The first twenty minutes of Yann Demange’s feature directorial debut ’71 do not suggest that the film will be watchable to the very end. The camera jumps and shakes, and the close-ups and shots of the muted landscapes in Belfast in 1971 suggested that this film was going to be an experience, and not a very pleasant one.
But then, sometime after the first twenty, the atmosphere and mood become enveloping, and while the subject matter remains relatively depressing, the film becomes so engrossing and unshakeable that the style perfectly befits the form and content.
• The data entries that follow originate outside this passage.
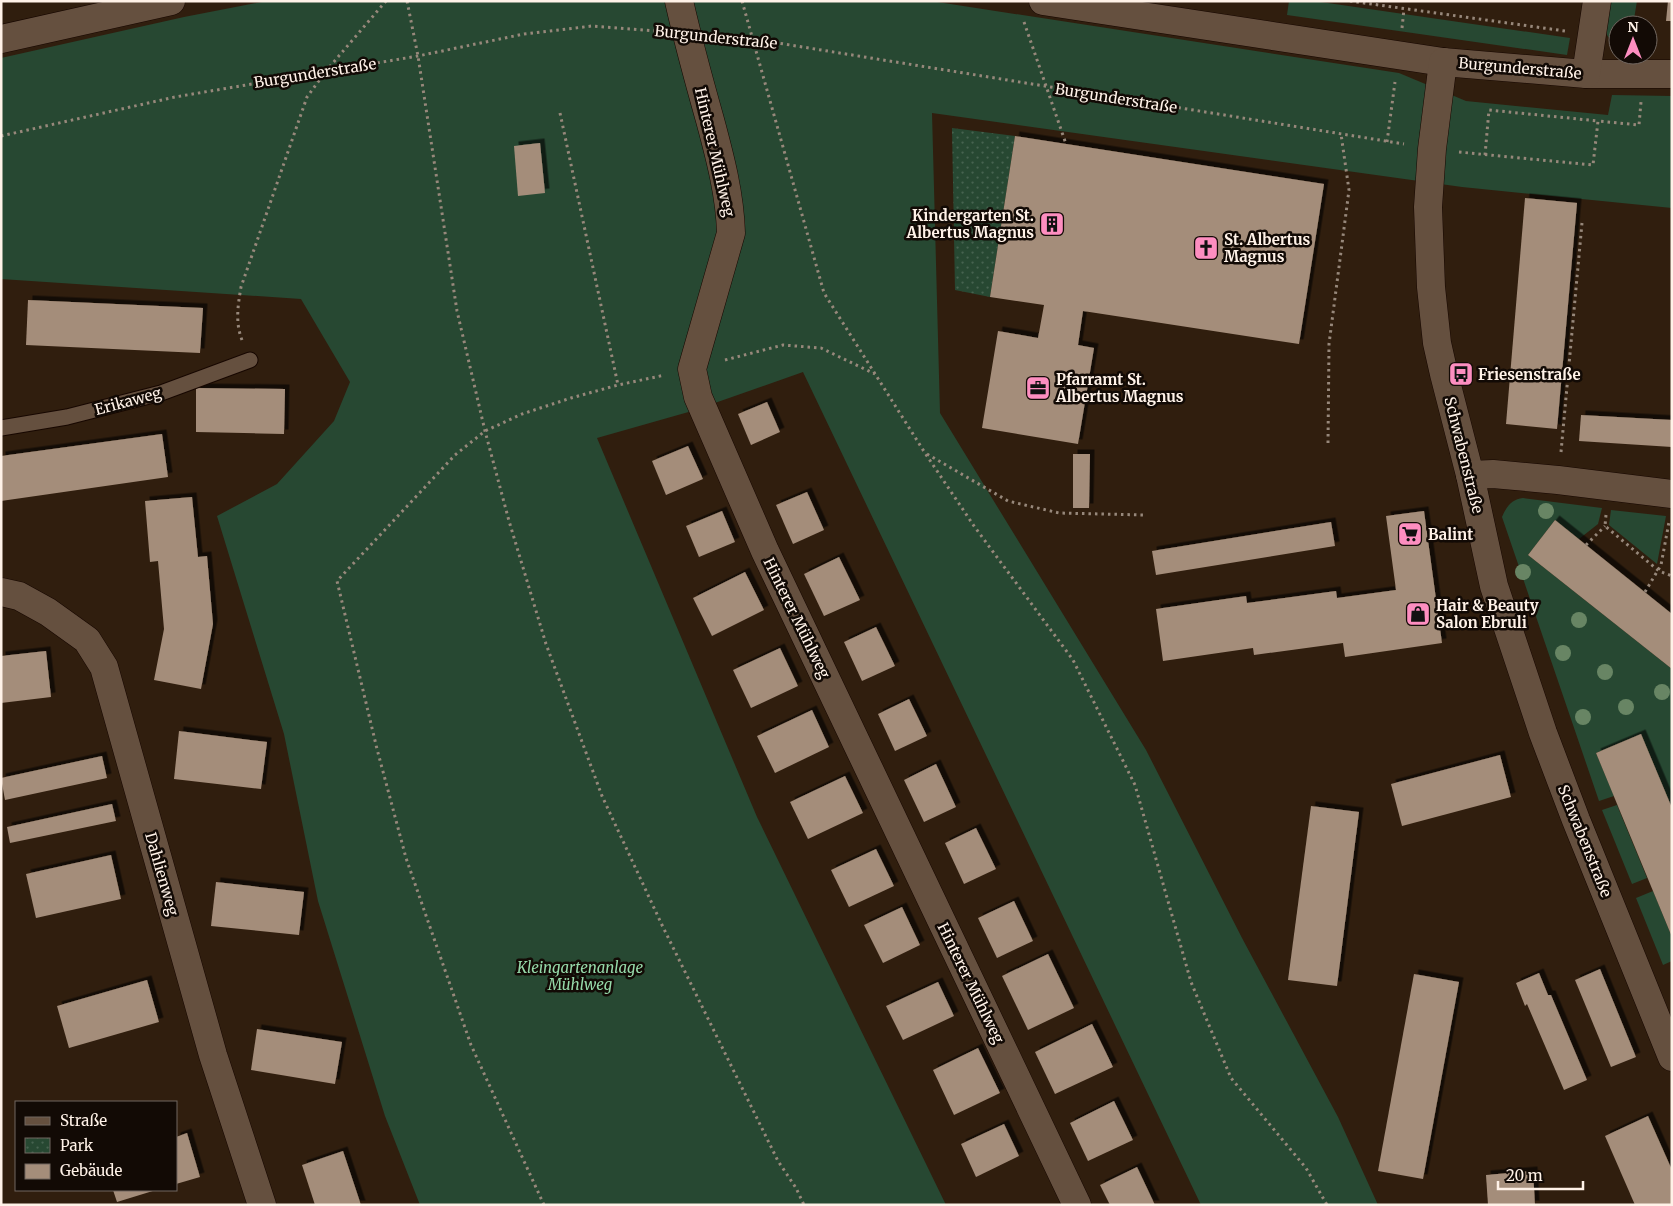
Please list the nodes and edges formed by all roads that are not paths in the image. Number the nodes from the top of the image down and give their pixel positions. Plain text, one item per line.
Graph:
1 (679, 1) edge
2 (1596, 1) edge
3 (168, 2) edge
4 (1033, 10) edge
5 (1, 38) edge
6 (1443, 62) junction
7 (1586, 74) junction
8 (1672, 74) edge
9 (250, 360) road end
10 (1, 428) edge
11 (1470, 475) junction
12 (1671, 506) edge
13 (1, 592) edge
14 (1672, 1057) edge
15 (262, 1205) edge
16 (1077, 1205) edge

1 - 16 street, Hinterer Mühlweg
2 - 7 street
3 - 5 street
4 - 6 street, Burgunderstraße
6 - 7 street, Burgunderstraße
6 - 11 street, Schwabenstraße
7 - 8 street, Burgunderstraße
9 - 10 lane, Erikaweg
11 - 12 street
11 - 14 street, Schwabenstraße
13 - 15 street, Dahlienweg

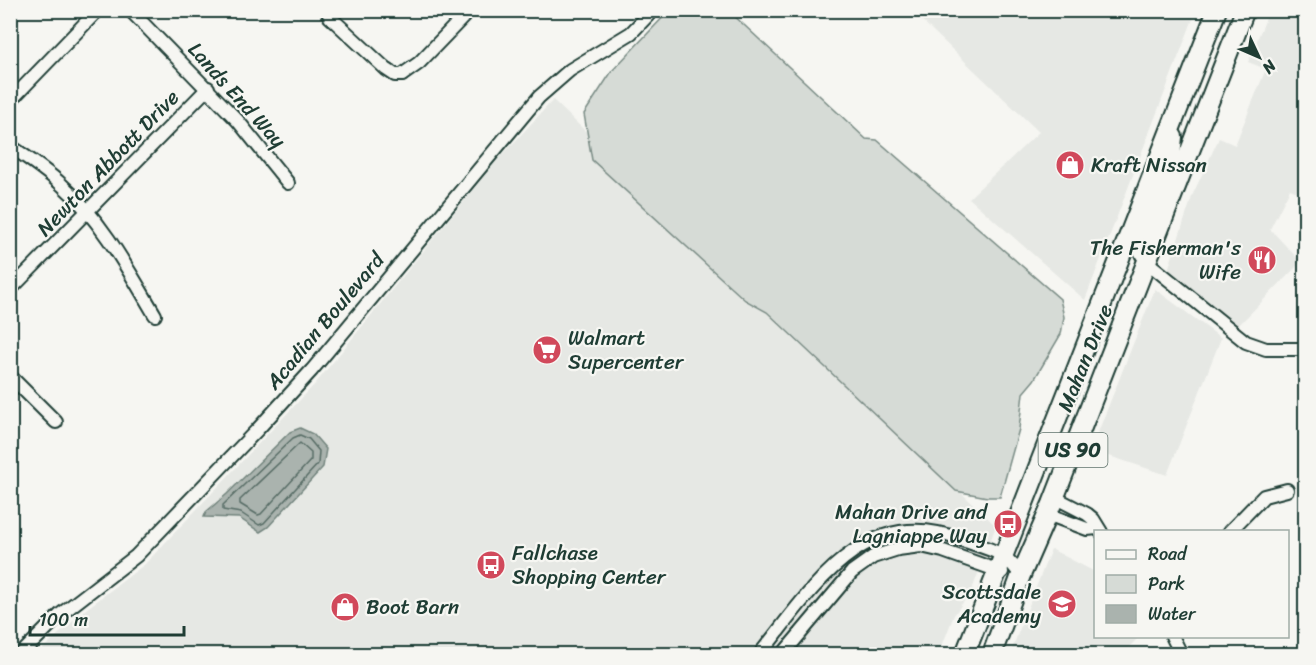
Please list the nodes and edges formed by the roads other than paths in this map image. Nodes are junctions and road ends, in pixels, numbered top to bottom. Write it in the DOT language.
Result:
graph roads {
  1 [pos="98,10"];
  2 [pos="130,10"];
  3 [pos="327,10"];
  4 [pos="470,10"];
  5 [pos="652,10"];
  6 [pos="1216,10"];
  7 [pos="1245,10"];
  8 [pos="208,88"];
  9 [pos="10,101"];
  10 [pos="1176,114"];
  11 [pos="10,146"];
  12 [pos="288,183"];
  13 [pos="87,212"];
  14 [pos="1147,262"];
  15 [pos="10,290"];
  16 [pos="155,315"];
  17 [pos="1305,349"];
  18 [pos="10,376"];
  19 [pos="56,422"];
  20 [pos="1287,490"];
  21 [pos="1050,506"];
  22 [pos="1099,530"];
  23 [pos="1230,530"];
  24 [pos="1000,564"];
  25 [pos="1021,575"];
  26 [pos="1173,638"];
  27 [pos="21,654"];
  28 [pos="760,654"];
  29 [pos="783,654"];
  30 [pos="965,654"];
  31 [pos="992,654"];
  32 [pos="1181,654"];
  1 -- 9 [label="street"];
  2 -- 8 [label="street, Lands End Way"];
  3 -- 4 [label="street"];
  5 -- 27 [label="street, Acadian Boulevard"];
  6 -- 10 [label="main road, Mahan Drive / US 90"];
  7 -- 14 [label="main road, Mahan Drive / US 90"];
  8 -- 12 [label="street, Lands End Way"];
  8 -- 13 [label="street, Newton Abbott Drive"];
  10 -- 14 [label="main road"];
  10 -- 24 [label="main road, Mahan Drive / US 90"];
  11 -- 13 [label="street"];
  13 -- 15 [label="street, Newton Abbott Drive"];
  13 -- 16 [label="street"];
  14 -- 17 [label="street"];
  14 -- 21 [label="main road, Mahan Drive / US 90"];
  18 -- 19 [label="street"];
  20 -- 23 [label="street"];
  21 -- 22 [label="street"];
  21 -- 22 [label="street"];
  21 -- 25 [label="main road, Mahan Drive / US 90"];
  24 -- 25 [label="street"];
  24 -- 28 [label="street"];
  24 -- 29 [label="street"];
  24 -- 30 [label="main road, Mahan Drive / US 90"];
  25 -- 31 [label="main road, Mahan Drive / US 90"];
  26 -- 32 [label="street"];
}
The film centers around soldier Gary Hook (star-to-be Jack O’Connell), whose unit opens the film by discovering that they are not going to be sent far off in the world, but instead, charged with keeping order nearby, in Belfast in the midst of The Troubles. After a bloody street skirmish, (which was extremely horrifying to watch, but acted almost like the turning point of the film), Hook gets separated from his unit, and O’Connell spends the majority of the film either in great pain, or escaping from even more harmful and painful episodes.
’71 makes for bleak viewing, but the experience is rewarding in innumerable ways. O’Connell’s performance is captivating, but the work by some of the actors around him is transcendent, particularly Sean Harris, young Killian Scott and Charlie Murphy, (not at all the one that you are imagining).
There is some business at the end that seems to be almost Sorkinesque, but the heart of ’71, the middle section, is some of the finest filmmaking that we will see all year.